_Your assignment:_
Within the records below, filter for lines carrying the word "Métropolitaine" and copy them.

>>>

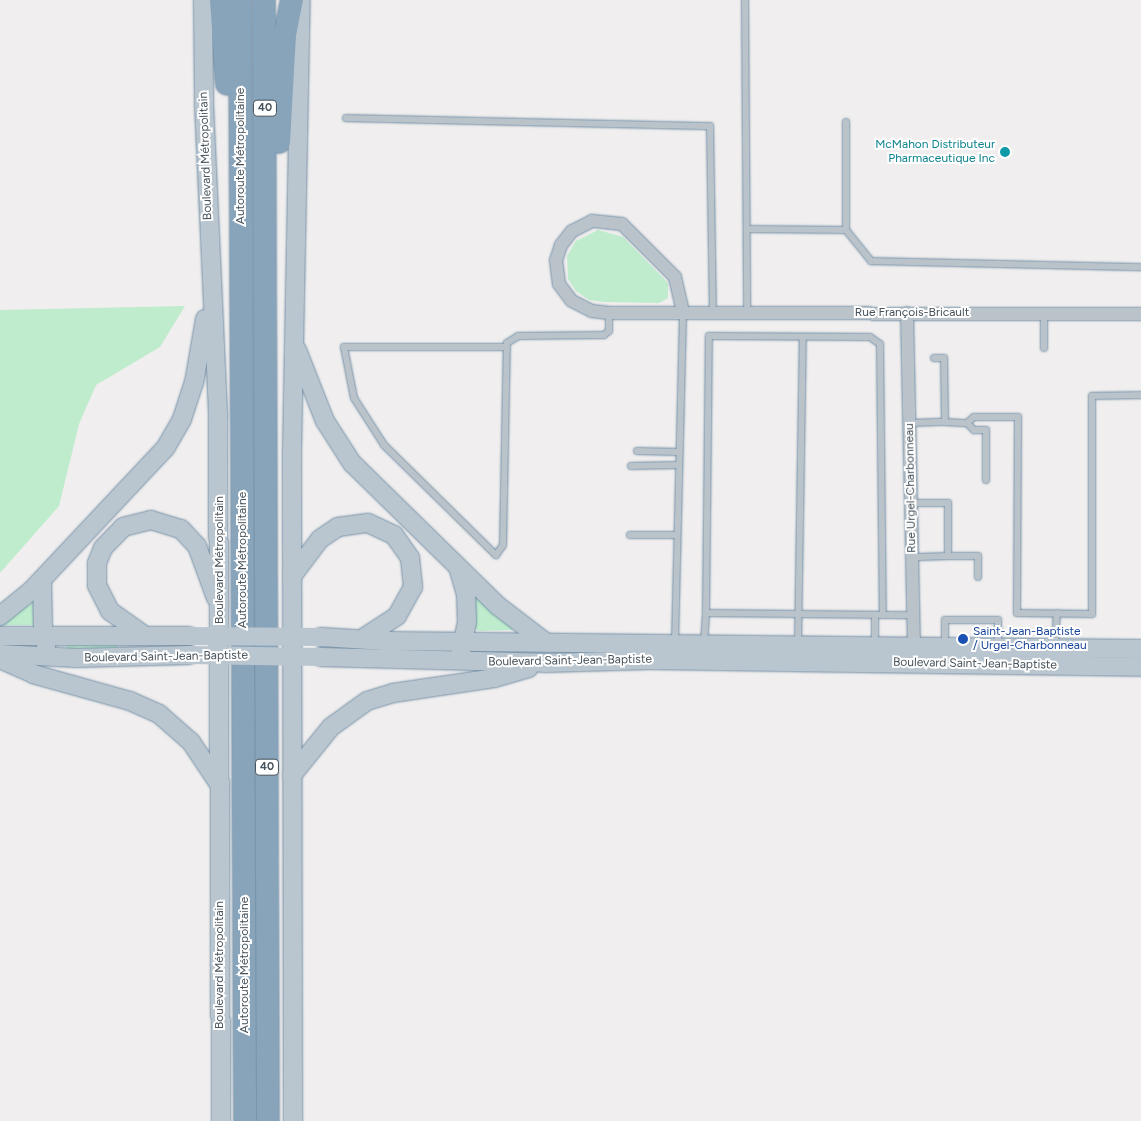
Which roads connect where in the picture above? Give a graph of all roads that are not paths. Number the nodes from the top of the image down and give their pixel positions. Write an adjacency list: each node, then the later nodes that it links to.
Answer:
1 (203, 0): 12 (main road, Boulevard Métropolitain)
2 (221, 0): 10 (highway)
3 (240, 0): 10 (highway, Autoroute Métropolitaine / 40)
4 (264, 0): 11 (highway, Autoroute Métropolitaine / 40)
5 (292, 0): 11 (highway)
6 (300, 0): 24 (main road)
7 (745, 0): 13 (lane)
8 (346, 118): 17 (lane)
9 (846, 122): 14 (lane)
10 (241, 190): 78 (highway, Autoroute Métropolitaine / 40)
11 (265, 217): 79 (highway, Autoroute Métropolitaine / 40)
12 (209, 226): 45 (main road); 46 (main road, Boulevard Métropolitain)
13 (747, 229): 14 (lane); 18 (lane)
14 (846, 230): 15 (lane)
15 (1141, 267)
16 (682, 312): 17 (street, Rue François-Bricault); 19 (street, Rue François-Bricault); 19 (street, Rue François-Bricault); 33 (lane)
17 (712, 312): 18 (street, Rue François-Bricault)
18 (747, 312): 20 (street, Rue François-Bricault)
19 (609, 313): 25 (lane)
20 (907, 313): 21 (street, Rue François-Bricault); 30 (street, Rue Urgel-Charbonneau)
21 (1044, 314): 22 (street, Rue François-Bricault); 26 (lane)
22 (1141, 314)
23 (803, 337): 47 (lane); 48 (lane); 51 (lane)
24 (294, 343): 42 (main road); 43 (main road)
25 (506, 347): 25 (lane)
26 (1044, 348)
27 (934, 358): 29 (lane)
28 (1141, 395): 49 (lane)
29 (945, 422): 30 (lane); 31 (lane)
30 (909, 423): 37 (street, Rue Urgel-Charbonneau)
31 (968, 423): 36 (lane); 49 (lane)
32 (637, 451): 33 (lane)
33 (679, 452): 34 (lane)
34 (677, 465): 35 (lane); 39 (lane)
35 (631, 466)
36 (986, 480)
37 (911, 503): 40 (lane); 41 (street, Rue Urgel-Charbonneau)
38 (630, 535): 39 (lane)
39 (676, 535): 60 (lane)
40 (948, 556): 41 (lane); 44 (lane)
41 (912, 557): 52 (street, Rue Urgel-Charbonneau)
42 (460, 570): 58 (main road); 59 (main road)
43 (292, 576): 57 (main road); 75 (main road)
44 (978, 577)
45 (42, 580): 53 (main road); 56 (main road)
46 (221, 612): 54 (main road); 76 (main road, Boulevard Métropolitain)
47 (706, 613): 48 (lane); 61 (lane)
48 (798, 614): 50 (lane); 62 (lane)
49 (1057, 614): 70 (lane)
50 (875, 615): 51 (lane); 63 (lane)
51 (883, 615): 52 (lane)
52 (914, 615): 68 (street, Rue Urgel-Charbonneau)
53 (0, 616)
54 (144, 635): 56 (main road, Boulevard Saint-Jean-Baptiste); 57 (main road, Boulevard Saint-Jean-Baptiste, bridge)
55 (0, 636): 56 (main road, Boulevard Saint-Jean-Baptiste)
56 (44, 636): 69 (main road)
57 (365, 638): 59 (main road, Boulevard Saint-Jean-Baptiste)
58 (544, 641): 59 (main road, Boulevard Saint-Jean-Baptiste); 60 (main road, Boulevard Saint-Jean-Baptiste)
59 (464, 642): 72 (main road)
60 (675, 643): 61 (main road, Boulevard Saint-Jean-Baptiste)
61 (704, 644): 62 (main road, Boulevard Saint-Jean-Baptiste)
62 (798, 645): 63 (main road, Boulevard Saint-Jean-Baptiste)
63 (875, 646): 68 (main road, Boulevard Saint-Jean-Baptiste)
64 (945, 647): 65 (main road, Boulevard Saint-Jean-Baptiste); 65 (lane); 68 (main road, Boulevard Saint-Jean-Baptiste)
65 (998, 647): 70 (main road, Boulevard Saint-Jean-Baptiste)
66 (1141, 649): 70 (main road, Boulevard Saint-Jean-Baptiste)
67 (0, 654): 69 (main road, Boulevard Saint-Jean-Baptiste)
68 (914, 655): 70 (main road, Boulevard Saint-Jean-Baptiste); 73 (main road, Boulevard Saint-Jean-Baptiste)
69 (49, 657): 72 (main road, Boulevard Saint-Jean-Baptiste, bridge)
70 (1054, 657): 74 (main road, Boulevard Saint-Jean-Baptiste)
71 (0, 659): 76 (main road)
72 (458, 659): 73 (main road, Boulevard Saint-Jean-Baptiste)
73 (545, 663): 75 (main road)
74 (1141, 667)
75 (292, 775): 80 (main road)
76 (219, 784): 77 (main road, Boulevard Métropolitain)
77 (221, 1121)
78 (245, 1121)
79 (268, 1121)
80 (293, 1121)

<<<

_Answer space:_
3 (240, 0): 10 (highway, Autoroute Métropolitaine / 40)
4 (264, 0): 11 (highway, Autoroute Métropolitaine / 40)
10 (241, 190): 78 (highway, Autoroute Métropolitaine / 40)
11 (265, 217): 79 (highway, Autoroute Métropolitaine / 40)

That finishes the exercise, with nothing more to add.